The British Sunday Mirror paper reported that the two men, described as being in their mid-50s with heavy builds, were seen knocking on doors in the apartment building used by Madeleine's parents. Investigators have been told that the men claimed to be fundraisers for disabled children and handed out yellow double-sided calling cards showing a girl in a wheelchair on one side and a few lines of Portuguese and English on the other.
Police have previously issued images of the two men, but had described them as being Portuguese. Investigators now believe that the men are from Eastern Europe and have long since left the area, though the duo are thought to have operated in other resorts in Portugal.
The new information came to light amid a fresh wave of tips received by Scotland Yard after the case was featured on an episode of the BBC show "Crimewatch."
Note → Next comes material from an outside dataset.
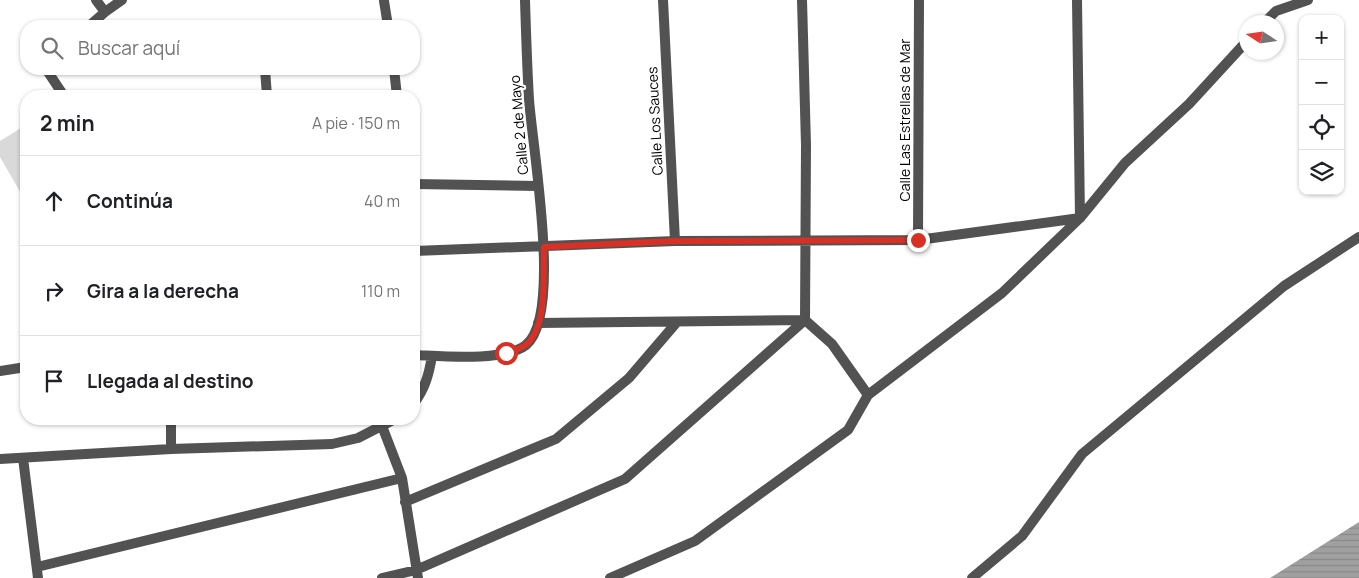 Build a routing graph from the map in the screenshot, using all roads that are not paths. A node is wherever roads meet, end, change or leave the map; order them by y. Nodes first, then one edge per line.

Earlier this week, Detective Chief Inspector Andy Greenwood said that police are also searching for a man who authorities believe sexually assaulted five British girls who were vacationing with their families in Portugal.
The unknown man is suspected of gaining access into a total of 12 villas occupied by British families between 2004 and 2010 in the area. In four cases, which occurred between 2004 and 2006, he sexually assaulted girls while they were in their beds, police said. In once instance, he attacked two girls staying in the same villa.
Madeleine McCann disappeared from her family's resort apartment on the night of May 3, 2007, while her parents were having dinner at a nearby restaurant. Portuguese police investigated Madeleine's parents, Gerry and Kate McCann as suspects before shelving the inquiry in 2008. However, this past October, the local authorities admitted that enough new evidence had come to light to re-open the case.
The Mirror reported that Scotland Yard has so far written three international letters of request to the Portuguese, covering 41 priority areas and including 287 separate requests related to the investigation. However, the British have reportedly grown frustrated with their Portuguese colleagues at the slow pace of the investigation.